MESTRE MANUEL CABANAS

Manuel Cabanas foi um homem, como há muitos semelhantes no nosso país e por esse mundo fora, com uma inquebrantável força de vida, uma inteligência brilhante mas modesta, uma referência perene para a sociedade com a qual conviveu e para a que, por razões da vida, não teve oportunidade de conhecer a sua personalidade.

Há outros como ele, claro, mas este viveu sempre numa região que frequento desde há muitos anos e onde tive ensejo de conhecer a sua obra e ainda de o conhecer em vida (faleceu em 1995). Manuel dos Santos Cabanas nasceu em Vila Nova de Cacela em 1902 e faleceu, como já disse, em 1995. De origem humilde fez apenas a instrução primária e dedicou-se ao trabalho de campo. Em 1920 passou a trabalhar nos caminhos de ferro tendo-se mudado, dois anos depois, para o Barreiro. Aí iniciou a sua atividade de sindicalista, com funções no Sindicato dos Ferroviários do Sul e Sueste.
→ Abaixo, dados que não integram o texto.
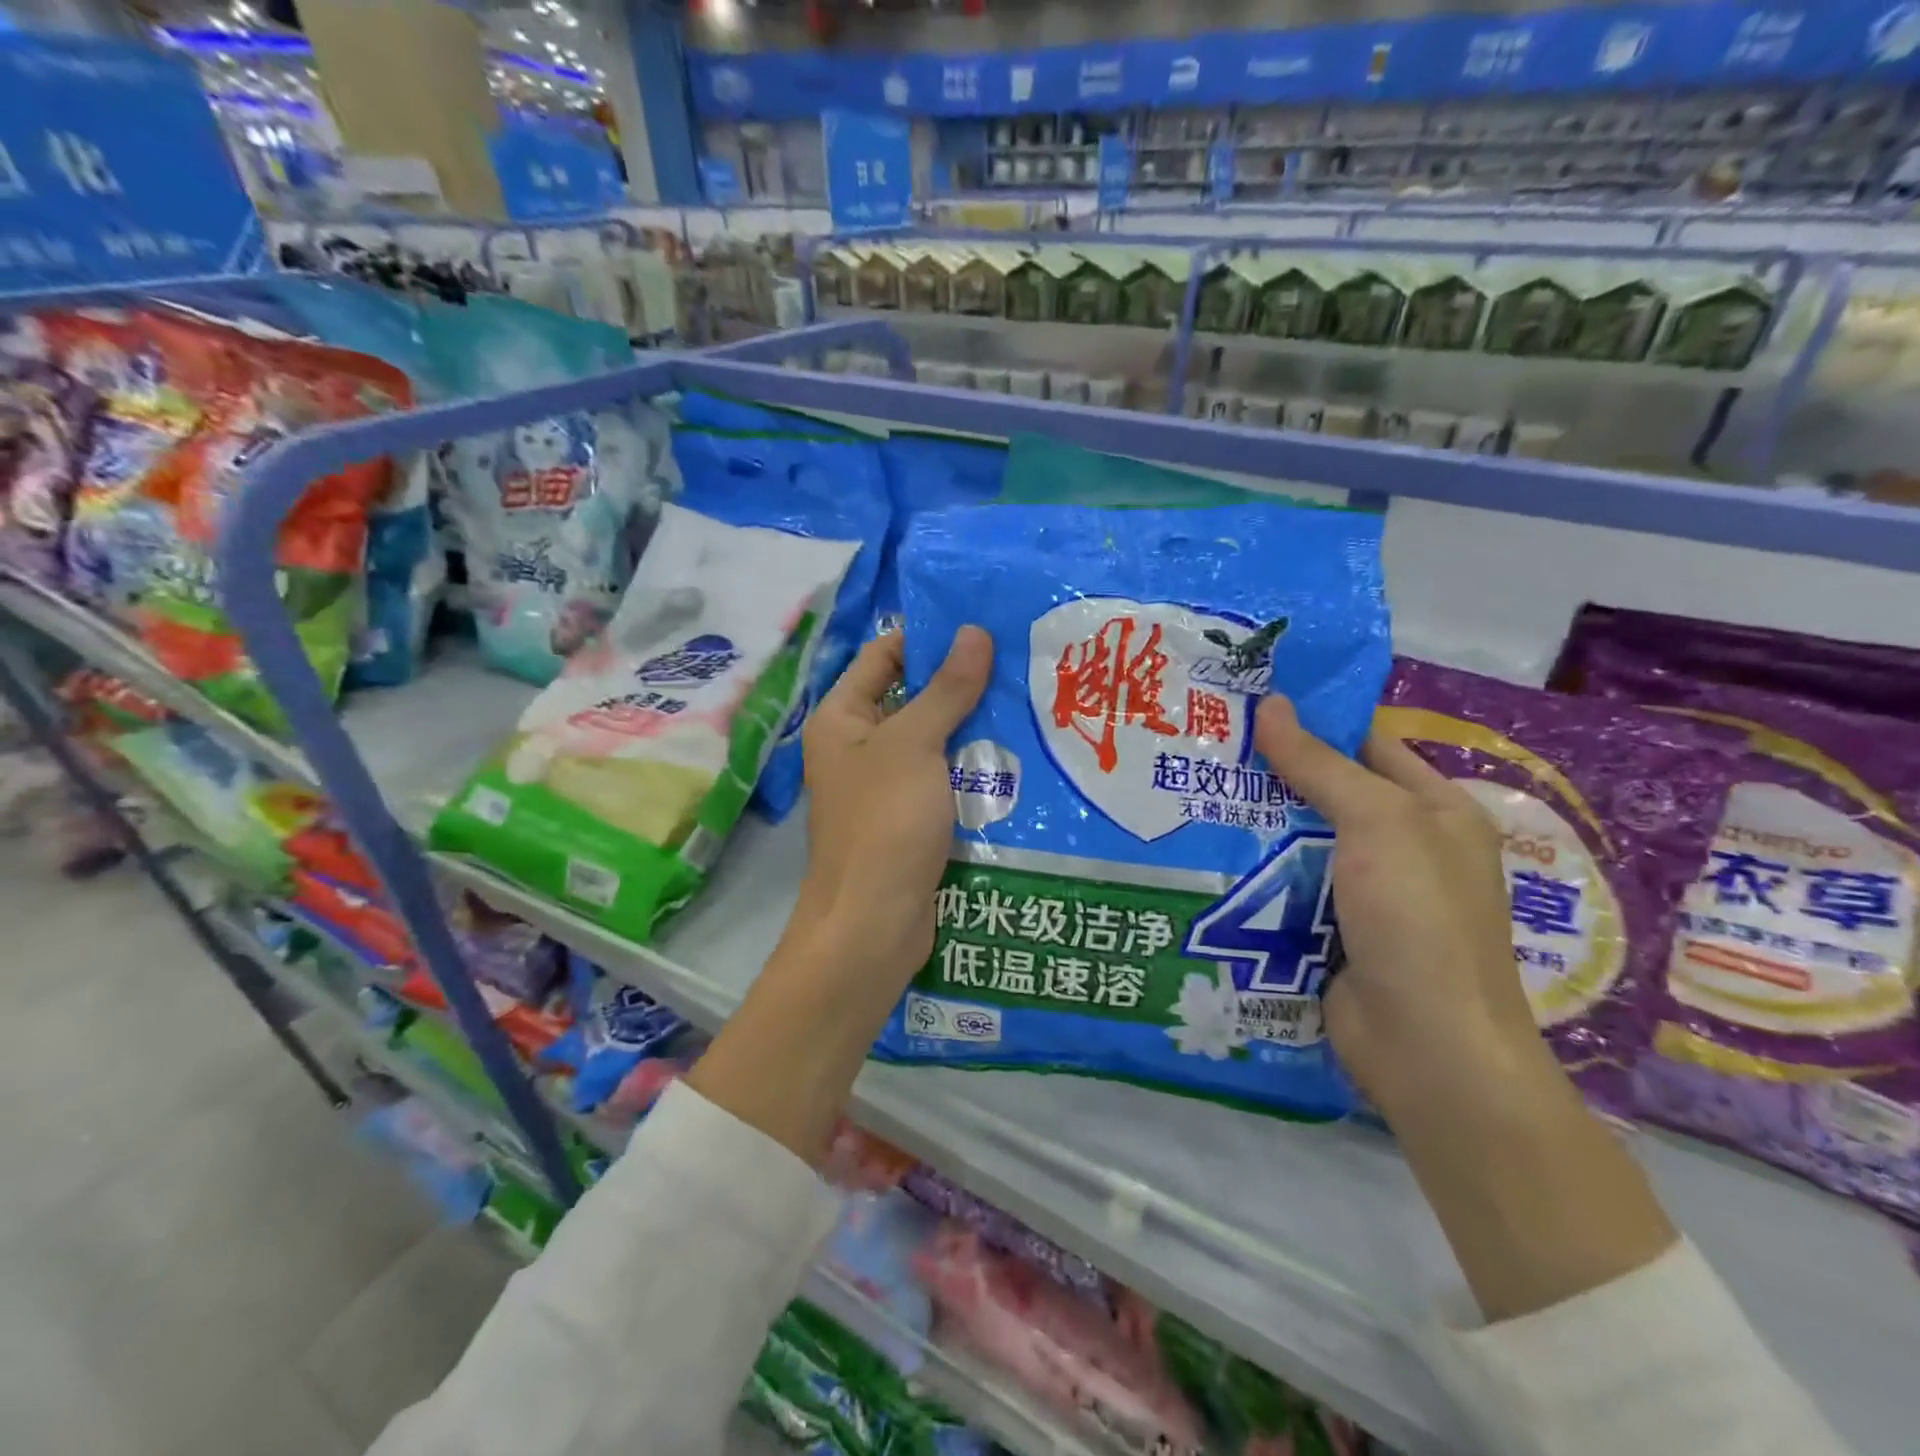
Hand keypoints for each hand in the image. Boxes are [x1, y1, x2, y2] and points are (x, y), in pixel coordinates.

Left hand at [796, 626, 992, 987]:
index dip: (928, 637)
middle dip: (962, 682)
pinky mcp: (912, 819)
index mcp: (842, 718)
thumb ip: (946, 689)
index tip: (984, 625)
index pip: (884, 656)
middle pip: (913, 697)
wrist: (873, 925)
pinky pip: (945, 779)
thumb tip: (973, 631)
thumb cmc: (884, 823)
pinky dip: (975, 767)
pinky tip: (1021, 756)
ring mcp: (886, 786)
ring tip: (1033, 700)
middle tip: (1021, 661)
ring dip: (975, 726)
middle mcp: (859, 746)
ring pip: (935, 741)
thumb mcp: (915, 745)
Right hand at [1254, 697, 1675, 1320]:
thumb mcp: (1378, 823)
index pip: (1367, 744)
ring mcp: (1365, 894)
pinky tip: (1203, 853)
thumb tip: (1272, 704)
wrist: (1424, 1046)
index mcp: (1434, 810)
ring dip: (1253, 824)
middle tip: (1202, 745)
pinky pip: (1285, 887)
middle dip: (1270, 772)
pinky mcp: (1329, 931)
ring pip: (1299, 841)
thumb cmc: (1416, 918)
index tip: (1247, 703)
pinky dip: (1252, 871)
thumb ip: (1321, 764)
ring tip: (1189, 792)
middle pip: (1326, 792)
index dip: (1313, 720)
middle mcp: (1403, 846)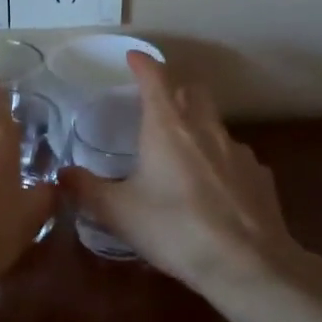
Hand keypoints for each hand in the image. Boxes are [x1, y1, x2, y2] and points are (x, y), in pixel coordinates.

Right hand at [62, 52, 301, 291]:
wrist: (247, 264)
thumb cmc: (174, 229)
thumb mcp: (119, 213)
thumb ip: (87, 190)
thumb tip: (61, 175)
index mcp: (168, 127)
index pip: (155, 78)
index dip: (142, 64)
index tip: (133, 57)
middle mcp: (205, 129)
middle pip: (193, 91)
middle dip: (175, 89)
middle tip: (158, 105)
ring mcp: (239, 151)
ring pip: (216, 124)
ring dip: (199, 127)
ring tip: (184, 154)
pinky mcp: (260, 177)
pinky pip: (236, 157)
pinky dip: (221, 162)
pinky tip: (214, 189)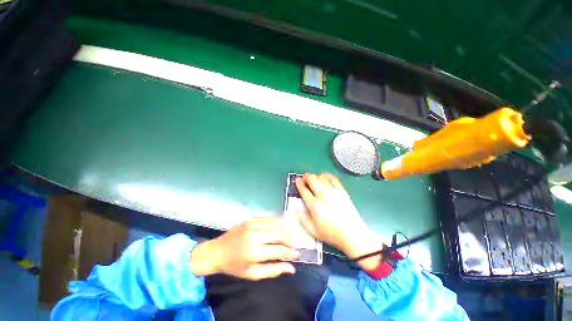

Iniciou por aí a sua luta contra o fascismo tendo sido preso uma vez, por pouco tempo, quando se dirigia ao quartel de fuzileiros de Vale de Zebro para o tomar para a causa revolucionária. Em 1927, por ocasião da revolução de 7 de Fevereiro, o Almirante Mendes Cabeçadas Junior (à data capitão de fragata e Capitão do Porto de Vila Real de Santo António), convidou-o a integrar a comissão revolucionária local.

Apesar da forma discreta como desenvolvia a sua atividade revolucionária foi sempre aumentando os seus conhecimentos de forma autodidática chegando a conviver e a participar em iniciativas onde se encontravam grandes vultos da política portuguesa, como Aquilino Ribeiro, Ramada Curto, Bento de Jesus Caraça, Raul Proença, Raul Rego, Piteira Santos, José Magalhães Godinho e outros. Fez parte da direção do Asilo D. Pedro V, no Barreiro, e desenvolveu grande atividade em prol da Comissão Nacional de Assistência aos Tuberculosos.

Em 1938 Manuel Cabanas iniciou a sua vida artística, dedicando-se à xilogravura (gravura em madeira), tendo começado a expor os seus trabalhos em 1939 pelos quais recebeu diversos prémios, entre eles a medalha de ouro das Belas Artes. Nos anos 50 e 60 integrou as tertúlias da Livraria Bertrand e do consultório do Dr. Francisco Pulido Valente ao Chiado. Foi sócio efetivo da Sociedade Nacional de Belas-Artes. Depois do 25 de Abril de 1974, já septuagenário, foi chefe de redação do Jornal do Povo.

A sua obra artística ganhou fama internacional e os seus quadros de xilogravuras representaram, essencialmente, a arte de pesca algarvia, sobretudo o copejo do atum (de que disponho de dois exemplares)

Em 1974 doou o essencial da sua obra xilográfica original e a sua coleção de arte ao Museu de Vila Real de Santo António de que foi conservador nos últimos anos de vida e que ainda hoje pode ser visitada. Faleceu aos 93 anos de idade, no dia 25 de maio de 1995, no hospital de Faro.

Em 1993 foi inaugurado, com a presença do Presidente Mário Soares, um busto em bronze, em sua memória, em Vila Nova de Cacela. Em 1985 foi condecorado com a Ordem da Liberdade, no grau de Comendador, pelo então Presidente da República, António Ramalho Eanes. Em 1993 foi agraciado pelo Presidente da República Mário Soares, com o grau de Comendador da Ordem do Infante D. Henrique.

Dá-nos algum consolo reavivar a memória de gente desta que viveu já no nosso tempo e que, por afastamento geográfico dos centros de decisão, acabam por não ser tão lembrados como mereciam. Procurem mais informação sobre o Mestre Manuel Cabanas.